The crux of the novel is a series of misunderstandings, a situation at which Wodehouse is unparalleled in choreographing. One couple, very much in love, is sundered over angry words about a shark, while another couple, unable to get past that initial stage of shyness, utterly fails to come together. Add to that a slighted French chef, a jealous school chum, a large gambling debt and a spiked jug of orange juice, and you have a comedy farce of the first rate.

The thing is, most sensible people would call the various parties together, have an awkward but open conversation and set things right. But the noble English, alas, must never breach etiquette in even the slightest manner, and uncomfortable subjects are best left silent.

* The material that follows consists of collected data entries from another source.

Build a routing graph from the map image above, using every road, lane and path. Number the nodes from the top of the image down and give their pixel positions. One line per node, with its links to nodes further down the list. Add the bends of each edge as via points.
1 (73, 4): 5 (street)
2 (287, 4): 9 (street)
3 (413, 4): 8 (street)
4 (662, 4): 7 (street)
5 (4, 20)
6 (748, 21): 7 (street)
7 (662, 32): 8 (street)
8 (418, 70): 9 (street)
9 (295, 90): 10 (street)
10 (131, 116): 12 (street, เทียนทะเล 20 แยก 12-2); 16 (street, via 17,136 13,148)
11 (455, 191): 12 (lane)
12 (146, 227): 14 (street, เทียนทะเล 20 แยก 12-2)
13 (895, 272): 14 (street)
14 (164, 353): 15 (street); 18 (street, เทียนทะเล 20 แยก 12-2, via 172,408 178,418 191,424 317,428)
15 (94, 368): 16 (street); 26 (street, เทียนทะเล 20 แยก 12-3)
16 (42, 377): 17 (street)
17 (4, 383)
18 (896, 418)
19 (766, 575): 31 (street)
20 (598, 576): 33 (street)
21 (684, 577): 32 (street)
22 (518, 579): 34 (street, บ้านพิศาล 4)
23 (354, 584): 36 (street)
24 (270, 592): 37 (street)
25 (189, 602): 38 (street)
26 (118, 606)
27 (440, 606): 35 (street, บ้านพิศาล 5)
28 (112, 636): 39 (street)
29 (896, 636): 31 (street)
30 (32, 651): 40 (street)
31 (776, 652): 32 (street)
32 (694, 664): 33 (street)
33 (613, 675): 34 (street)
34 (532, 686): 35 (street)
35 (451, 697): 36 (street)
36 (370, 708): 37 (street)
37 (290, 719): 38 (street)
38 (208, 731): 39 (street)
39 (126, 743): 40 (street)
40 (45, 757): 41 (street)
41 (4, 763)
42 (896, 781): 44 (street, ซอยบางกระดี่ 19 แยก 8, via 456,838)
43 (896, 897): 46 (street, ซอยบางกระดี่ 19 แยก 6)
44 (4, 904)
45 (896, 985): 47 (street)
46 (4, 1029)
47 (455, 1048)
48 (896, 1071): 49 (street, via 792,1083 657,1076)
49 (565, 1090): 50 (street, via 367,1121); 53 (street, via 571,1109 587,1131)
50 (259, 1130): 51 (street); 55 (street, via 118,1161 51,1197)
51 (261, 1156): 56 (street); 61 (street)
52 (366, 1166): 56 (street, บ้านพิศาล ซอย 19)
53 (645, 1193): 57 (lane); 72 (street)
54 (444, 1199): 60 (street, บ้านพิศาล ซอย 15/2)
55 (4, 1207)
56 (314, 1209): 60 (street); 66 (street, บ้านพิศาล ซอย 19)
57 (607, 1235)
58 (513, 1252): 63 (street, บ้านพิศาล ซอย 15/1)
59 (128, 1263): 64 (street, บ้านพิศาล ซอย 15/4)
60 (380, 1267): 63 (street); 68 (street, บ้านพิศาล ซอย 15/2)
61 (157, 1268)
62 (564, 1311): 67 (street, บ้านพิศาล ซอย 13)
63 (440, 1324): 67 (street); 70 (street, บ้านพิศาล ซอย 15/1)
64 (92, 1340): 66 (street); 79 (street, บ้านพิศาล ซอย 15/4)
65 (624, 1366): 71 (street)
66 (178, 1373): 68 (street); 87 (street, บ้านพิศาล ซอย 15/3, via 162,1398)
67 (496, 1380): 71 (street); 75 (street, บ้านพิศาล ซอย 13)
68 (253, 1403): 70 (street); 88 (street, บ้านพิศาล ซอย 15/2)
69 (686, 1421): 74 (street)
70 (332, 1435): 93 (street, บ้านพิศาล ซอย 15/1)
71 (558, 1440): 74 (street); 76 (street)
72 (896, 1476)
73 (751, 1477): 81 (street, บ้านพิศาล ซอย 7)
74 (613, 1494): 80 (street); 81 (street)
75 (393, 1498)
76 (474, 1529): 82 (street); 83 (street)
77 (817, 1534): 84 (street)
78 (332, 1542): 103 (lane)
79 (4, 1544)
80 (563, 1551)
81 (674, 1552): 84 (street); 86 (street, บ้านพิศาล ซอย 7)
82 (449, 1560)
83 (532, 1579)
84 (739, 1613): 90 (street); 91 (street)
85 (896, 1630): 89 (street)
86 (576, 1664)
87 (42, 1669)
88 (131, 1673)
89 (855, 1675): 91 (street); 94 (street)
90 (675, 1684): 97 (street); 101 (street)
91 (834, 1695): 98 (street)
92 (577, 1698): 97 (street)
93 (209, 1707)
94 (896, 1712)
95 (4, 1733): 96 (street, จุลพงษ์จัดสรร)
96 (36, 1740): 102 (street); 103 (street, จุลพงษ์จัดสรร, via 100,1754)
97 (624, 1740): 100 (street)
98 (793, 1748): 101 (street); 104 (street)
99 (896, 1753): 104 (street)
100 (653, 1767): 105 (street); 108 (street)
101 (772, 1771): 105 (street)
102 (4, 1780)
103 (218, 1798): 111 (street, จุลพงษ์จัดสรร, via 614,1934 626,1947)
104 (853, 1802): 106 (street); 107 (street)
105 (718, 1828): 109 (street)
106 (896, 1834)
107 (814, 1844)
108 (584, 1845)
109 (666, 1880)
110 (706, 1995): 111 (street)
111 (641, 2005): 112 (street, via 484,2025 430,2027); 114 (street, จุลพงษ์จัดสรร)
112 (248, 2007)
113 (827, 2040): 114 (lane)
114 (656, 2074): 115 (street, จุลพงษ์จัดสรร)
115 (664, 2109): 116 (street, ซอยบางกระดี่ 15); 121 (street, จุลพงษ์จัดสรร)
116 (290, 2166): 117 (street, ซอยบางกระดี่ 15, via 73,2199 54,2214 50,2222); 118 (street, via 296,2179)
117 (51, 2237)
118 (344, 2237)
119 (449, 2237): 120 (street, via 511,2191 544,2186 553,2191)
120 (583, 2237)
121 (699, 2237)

This even goes to the extent that, for example, when a young lady perceives that Wooster has proposed to her, he must gallantly move forward with the engagement even though it was never his intent and, quite frankly, he doesn't much like the girl.

Misunderstandings, confusions and a bit of inebriated hijinks circle around each other like ballroom dancers, and Wodehouse demonstrates his utter mastery of the art with every page. He juggles plot twists like a pierrot, and the dialogue unfolds with a jaunty, refreshing air.

I don't want to wrong anybody, so I won't go so far as to say that she actually wrote poetry, but her conversation, to my mind, was of a nature calculated to excite the liveliest suspicions. Well, I mean to say, when a girl suddenly asks you out of a blue sky if you don't sometimes feel that the stars are God's daisy-chain, you begin to think a bit.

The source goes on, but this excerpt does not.